In 1994, U.S. New Mexico Senator Steven Schiff requested an official investigation into the unidentified flying object that appeared in Roswell in 1947. The investigating department was the General Accounting Office, a subordinate agency of Congress. In mid-1995, the General Accounting Office announced that it had not found any documents about unidentified flying objects. Thus, the investigation ended.

However, many UFO enthusiasts believe that relevant documents were destroyed. They seized on the statement in the report that "many documents of the U.S. Air Force during this period were destroyed without authorization" and pursued it relentlessly. The report mentioned fiscal and management reports from March 1945 to December 1949. What made UFO enthusiasts question was that there were no more reports about unidentified flying objects after December 1949.

The fraud began when British TV producer Ray Santilli met retired U.S. Air Force photographer Jack Barnett on his way to the United States. Barnett claimed that he possessed a video record that the U.S. government had kept secret for 50 years.
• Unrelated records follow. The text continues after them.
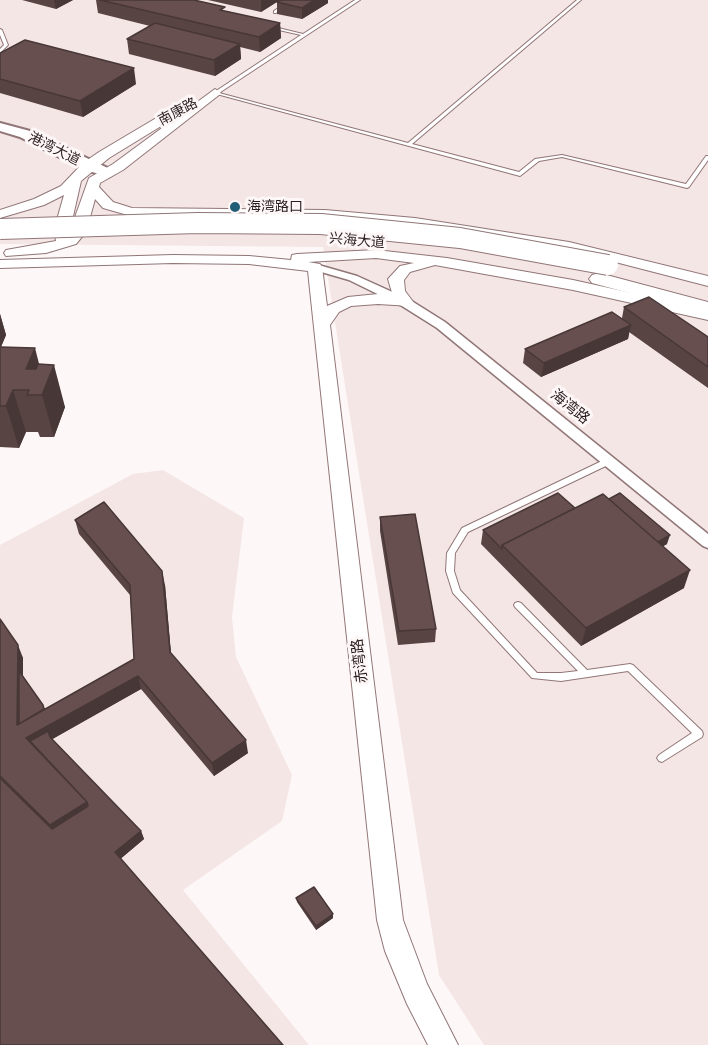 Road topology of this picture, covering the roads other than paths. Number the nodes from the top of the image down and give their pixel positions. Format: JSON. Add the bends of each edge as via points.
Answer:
{"nodes":[{"id":1,"x":293,"y":0,"type":"edge"},
{"id":2,"x":358,"y":0,"type":"edge"},
{"id":3,"x":579,"y":0,"type":"edge"},
{"id":4,"x":275,"y":12,"type":"edge"},
{"id":5,"x":260,"y":24,"type":"edge"},
{"id":6,"x":0,"y":30,"type":"edge"},
{"id":7,"x":304,"y":35,"type":"junction"},
{"id":8,"x":0,"y":52,"type":"edge"},
{"id":9,"x":215,"y":93,"type":"junction"},
{"id":10,"x":0,"y":127,"type":"edge"},
{"id":11,"x":409,"y":144,"type":"junction"},
{"id":12,"x":708,"y":157,"type":"edge"},
{"id":13,"x":88,"y":166,"type":"junction"},
{"id":14,"x":108,"y":172,"type":"junction"},
{"id":15,"x":75,"y":180,"type":"junction"},
{"id":16,"x":92,"y":187,"type":"junction"},
{"id":17,"x":0,"y":214,"type":"edge"},
{"id":18,"x":0,"y":229,"type":"edge"},
{"id":19,"x":0,"y":242,"type":"edge"},
{"id":20,"x":64,"y":244,"type":"junction"},
{"id":21,"x":0,"y":253,"type":"edge"},
{"id":22,"x":140,"y":260,"type":"junction"},
{"id":23,"x":249,"y":260,"type":"junction"},
{"id":24,"x":447,"y":262,"type":"junction"},
{"id":25,"x":0,"y":264,"type":"edge"},
{"id":26,"x":315,"y":267,"type":"junction"},
{"id":27,"x":604,"y":272,"type":"junction"},
{"id":28,"x":708,"y":281,"type":"edge"},
{"id":29,"x":316,"y":288,"type":"junction"},
{"id":30,"x":708,"y":292,"type":"edge"},
{"id":31,"x":406,"y":303,"type":"junction"},
{"id":32,"x":708,"y":308,"type":"edge"},
{"id":33,"x":708,"y":315,"type":"edge"},
{"id":34,"x":320,"y":328,"type":"junction"},
{"id":35,"x":609,"y":461,"type":"junction"},
{"id":36,"x":708,"y":542,"type":"edge"},
{"id":37,"x":518,"y":605,"type":"dead end"},
{"id":38,"x":584,"y":672,"type":"junction"},
{"id":39,"x":662,"y":758,"type":"dead end"},
{"id":40,"x":444,"y":1045,"type":"edge"}],
"edges":[{"from":1,"to":4,"type":"lane"},
{"from":2,"to":7,"type":"lane"},
{"from":3,"to":11,"type":"lane"},
{"from":5,"to":7,"type":"lane"},
{"from":6,"to":8,"type":"lane","via":[[6,39]]},
{"from":7,"to":9,"type":"lane"},
{"from":9,"to":11,"type":"lane"},
{"from":9,"to":13,"type":"street","name":"南康路","via":[[165,118]]},
{"from":9,"to":14,"type":"street","name":"南康路"},
{"from":10,"to":13,"type":"main road","name":"港湾大道","via":[[25,134]]},
{"from":11,"to":12,"type":"lane","via":[[520,174],[537,160],[562,156],[687,186]]},
{"from":13,"to":14,"type":"main road","name":"港湾大道"},
{"from":13,"to":15,"type":"street","name":"南康路"},
{"from":14,"to":16,"type":"street","name":"南康路","via":[[94,181]]},
{"from":15,"to":17,"type":"street","via":[[39,202]]},
{"from":15,"to":20,"type":"street","name":"南康路","via":[[61,230]]},
{"from":16,"to":20,"type":"street","via":[[79,232]]},
{"from":16,"to":28,"type":"street","name":"兴海大道","via":[[108,205],[131,212],[325,214],[415,222],[569,246]]},
{"from":18,"to":27,"type":"main road","name":"兴海大道","bridge":true,"via":[[222,222],[321,224],[460,238]]},
{"from":19,"to":27,"type":"main road","name":"兴海大道","via":[[283,235],[458,251]]},
{"from":20,"to":21,"type":"street","via":[[32,252]]},
{"from":20,"to":22,"type":"street","via":[[75,251]]},
{"from":22,"to":23,"type":"street","name":"兴海大道"},
{"from":22,"to":25,"type":"street","name":"兴海大道"},
{"from":22,"to":29,"type":"street","name":"兴海大道","via":[[286,267],[308,276]]},
{"from":23,"to":24,"type":"street","name":"兴海大道","via":[[376,254]]},
{"from":23,"to":26,"type":"street","name":"兴海大道"},
{"from":24,"to":31,"type":"street","via":[[414,265],[398,274],[394,285]]},
{"from":24,"to":33,"type":"street","name":"兴海大道"},
{"from":26,"to":29,"type":"street","name":"赤湾路"},
{"from":26,"to":31,"type":"street","name":"海湾路","via":[[353,278]]},
{"from":27,"to":30,"type":"main road","name":"兴海大道"},
{"from":27,"to":32,"type":"main road","name":"兴海大道"},
{"from":29,"to":34,"type":"street","name":"赤湾路"},
{"from":31,"to":34,"type":"street","via":[[378,299],[348,302],[333,309]]},
{"from":31,"to":35,"type":"street","name":"海湾路","via":[[480,355]]},
{"from":34,"to":40,"type":"street","name":"赤湾路","via":[[390,920],[417,994]]},
{"from":35,"to":36,"type":"street","name":"海湾路"},
{"from":35,"to":38,"type":"lane","via":[[465,530],[451,553],[450,571],[456,591],[535,676],[561,677]]},
{"from":37,"to":38,"type":"lane"},
{"from":38,"to":39,"type":"lane","via":[[630,667],[699,734]]}]}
This 92-minute documentary included medical examinations of an extraterrestrial being by the U.S. military inside a tent, the autopsy process of extraterrestrials at Fort Worth Air Force Base, and President Truman's inspection of the place where unidentified flying object remains were stored.

One of the most shocking events for the U.S. government in the 1940s was the successful Soviet atomic bomb test. In response, one of the multiple plans implemented by the United States in 1945 was called the "Mogul Plan," which involved sending balloons carrying high-precision sensors into the upper atmosphere to detect shock waves produced by atomic tests. In 1947, a detection balloon crashed near Roswell and was mistakenly thought to be an unidentified flying object. Ironically, there was indeed concealment: the U.S. military lied about calling the atomic bomb test detectors weather balloons.